Personally, I believe that ethics and consumer advocacy are, in themselves, survival structures. They balance the scales between the average citizen of the world and those offering service in exchange for power. Just as those who feel they are entitled to everything without maintaining their side of the social bargain disrupt the balance, so do those who see problems and choose to do nothing.
If we can’t be trusted, as a society, to connect the dots between greed-based corporate entities ushering in an information-age depression, how can be we be trusted to police the current or next generation of virtual world players? If we don’t redefine survival to include these advanced concepts, how will we maintain ethics? Or will the virtual world transition from the domain of anonymous and free expression to the territory of corporations abandoning consumer care and ethical standards without consequence? Are we already owned by our dependency on a handful of big names?
Don’t get me wrong — I lean capitalist, but capitalism isn’t just about companies, it’s about consumers, too. Yes, it is the job of a company to make money, but it is the role of consumers to demand companies execute their duties with ethics and fair play and it is also the responsibility of consumers to assign consequences when companies fail the basic standards of society.
What consequences are any of us willing to execute in order to define ethics and standards?
Social interaction is the most valuable element of almost every virtual environment and it happens on MMOs, social networking sites, virtual platforms, forums, etc. With that in mind, ask yourself the following:
A) Would you give up your favorite virtual social outlet tomorrow if the company behind it behaved in a way you felt was unethical?

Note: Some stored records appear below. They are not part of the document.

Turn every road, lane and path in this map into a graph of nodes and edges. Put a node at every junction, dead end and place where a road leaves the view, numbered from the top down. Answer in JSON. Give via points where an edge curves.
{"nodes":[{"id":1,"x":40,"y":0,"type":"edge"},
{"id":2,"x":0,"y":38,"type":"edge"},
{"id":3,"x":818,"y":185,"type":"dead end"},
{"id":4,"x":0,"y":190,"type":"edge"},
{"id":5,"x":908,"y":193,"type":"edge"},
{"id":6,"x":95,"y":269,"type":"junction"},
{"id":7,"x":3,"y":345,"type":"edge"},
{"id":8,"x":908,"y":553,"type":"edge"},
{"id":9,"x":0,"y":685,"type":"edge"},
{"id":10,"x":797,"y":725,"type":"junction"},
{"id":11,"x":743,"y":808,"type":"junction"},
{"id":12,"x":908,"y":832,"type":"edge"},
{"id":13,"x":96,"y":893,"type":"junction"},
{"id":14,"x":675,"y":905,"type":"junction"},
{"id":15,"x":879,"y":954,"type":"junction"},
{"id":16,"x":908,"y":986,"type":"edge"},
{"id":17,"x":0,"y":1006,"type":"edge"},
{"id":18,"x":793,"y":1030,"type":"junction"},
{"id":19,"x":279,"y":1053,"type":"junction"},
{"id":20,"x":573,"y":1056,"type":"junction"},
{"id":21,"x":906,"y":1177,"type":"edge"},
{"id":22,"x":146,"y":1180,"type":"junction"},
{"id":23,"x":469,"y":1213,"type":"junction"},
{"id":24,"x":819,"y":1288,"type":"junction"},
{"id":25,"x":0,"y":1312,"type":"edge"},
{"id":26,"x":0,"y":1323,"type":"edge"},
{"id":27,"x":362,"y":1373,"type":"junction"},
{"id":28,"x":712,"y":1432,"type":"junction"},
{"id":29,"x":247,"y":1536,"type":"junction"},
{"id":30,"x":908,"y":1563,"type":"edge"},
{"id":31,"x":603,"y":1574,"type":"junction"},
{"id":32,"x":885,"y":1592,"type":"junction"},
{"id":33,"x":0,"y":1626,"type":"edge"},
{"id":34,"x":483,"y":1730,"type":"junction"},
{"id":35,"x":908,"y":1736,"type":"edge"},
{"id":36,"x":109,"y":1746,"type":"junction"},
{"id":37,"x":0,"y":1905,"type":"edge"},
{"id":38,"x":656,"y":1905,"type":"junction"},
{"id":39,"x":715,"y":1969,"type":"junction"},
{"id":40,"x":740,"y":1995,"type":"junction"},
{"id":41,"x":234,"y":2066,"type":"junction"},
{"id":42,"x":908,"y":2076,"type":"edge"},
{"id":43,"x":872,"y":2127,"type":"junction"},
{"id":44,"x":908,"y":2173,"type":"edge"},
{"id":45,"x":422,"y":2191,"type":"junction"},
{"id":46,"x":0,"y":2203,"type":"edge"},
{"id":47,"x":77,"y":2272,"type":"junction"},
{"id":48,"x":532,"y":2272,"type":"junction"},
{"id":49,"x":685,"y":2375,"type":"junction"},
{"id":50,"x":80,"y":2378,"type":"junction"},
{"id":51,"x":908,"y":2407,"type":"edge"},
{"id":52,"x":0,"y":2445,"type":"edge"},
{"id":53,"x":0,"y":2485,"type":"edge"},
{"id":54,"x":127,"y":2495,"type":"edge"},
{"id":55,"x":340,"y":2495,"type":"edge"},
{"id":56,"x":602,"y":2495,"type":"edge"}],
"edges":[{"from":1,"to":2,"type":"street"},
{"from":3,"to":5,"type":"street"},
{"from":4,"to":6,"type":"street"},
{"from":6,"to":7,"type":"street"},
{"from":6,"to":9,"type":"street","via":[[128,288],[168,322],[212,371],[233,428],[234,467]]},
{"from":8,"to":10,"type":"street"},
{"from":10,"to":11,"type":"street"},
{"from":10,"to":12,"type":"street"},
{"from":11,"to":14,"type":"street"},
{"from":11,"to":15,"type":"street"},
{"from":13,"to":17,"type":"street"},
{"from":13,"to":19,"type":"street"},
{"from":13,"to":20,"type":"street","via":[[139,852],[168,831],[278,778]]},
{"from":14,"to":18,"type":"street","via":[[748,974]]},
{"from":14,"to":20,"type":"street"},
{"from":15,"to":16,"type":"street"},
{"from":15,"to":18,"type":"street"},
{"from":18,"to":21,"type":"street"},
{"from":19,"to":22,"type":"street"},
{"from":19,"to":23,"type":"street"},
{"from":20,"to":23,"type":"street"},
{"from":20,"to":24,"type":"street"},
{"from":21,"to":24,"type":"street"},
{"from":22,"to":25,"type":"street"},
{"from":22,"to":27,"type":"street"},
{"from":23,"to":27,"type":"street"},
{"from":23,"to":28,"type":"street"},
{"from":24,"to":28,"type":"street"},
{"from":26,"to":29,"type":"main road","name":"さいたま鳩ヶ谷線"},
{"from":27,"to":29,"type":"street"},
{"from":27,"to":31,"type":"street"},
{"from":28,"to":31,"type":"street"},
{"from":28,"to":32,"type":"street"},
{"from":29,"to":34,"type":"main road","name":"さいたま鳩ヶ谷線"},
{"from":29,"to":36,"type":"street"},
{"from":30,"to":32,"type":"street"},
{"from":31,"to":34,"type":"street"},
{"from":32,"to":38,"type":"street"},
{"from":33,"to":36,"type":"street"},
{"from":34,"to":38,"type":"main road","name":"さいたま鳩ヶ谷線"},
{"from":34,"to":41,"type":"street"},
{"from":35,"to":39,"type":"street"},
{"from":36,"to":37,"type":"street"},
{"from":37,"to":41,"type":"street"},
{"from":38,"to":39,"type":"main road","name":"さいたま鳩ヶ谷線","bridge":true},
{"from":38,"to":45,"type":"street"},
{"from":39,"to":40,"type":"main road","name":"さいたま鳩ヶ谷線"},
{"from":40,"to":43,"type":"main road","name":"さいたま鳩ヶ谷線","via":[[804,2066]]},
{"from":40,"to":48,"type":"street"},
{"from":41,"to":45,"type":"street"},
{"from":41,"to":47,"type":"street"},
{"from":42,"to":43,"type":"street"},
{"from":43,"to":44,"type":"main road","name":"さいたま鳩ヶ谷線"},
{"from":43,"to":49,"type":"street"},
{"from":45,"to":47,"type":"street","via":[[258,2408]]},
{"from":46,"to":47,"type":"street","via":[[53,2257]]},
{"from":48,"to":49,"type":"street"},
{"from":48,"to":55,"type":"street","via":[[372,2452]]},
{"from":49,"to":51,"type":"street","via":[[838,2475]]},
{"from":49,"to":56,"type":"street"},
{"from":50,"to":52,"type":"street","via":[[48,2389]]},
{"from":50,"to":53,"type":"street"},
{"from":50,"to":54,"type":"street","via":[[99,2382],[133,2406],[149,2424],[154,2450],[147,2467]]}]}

B) What kind of ethical trespass would have to happen for you to give up your favorite virtual social outlet?
C) If you wouldn’t give up your favorite virtual social outlet under any circumstances, do believe you would have any obligation to try and advocate for change of the policies you feel are unethical?
D) Do you even pay attention to the policies of your favorite outlets?
I’m not looking for anyone to answer these questions for an audience, but I think it’s important we ask ourselves things like this and figure out where our own standards are and where we expect them to be and how we plan to address ethics when removed from survival.
If you’re not willing to walk away from something, it owns you, so here’s the million dollar question and really the only one that matters:
E) If you look at your online habits, add in the ethics you’re willing to take a stand on and evaluate the outlets you’re not willing to do without — what owns you?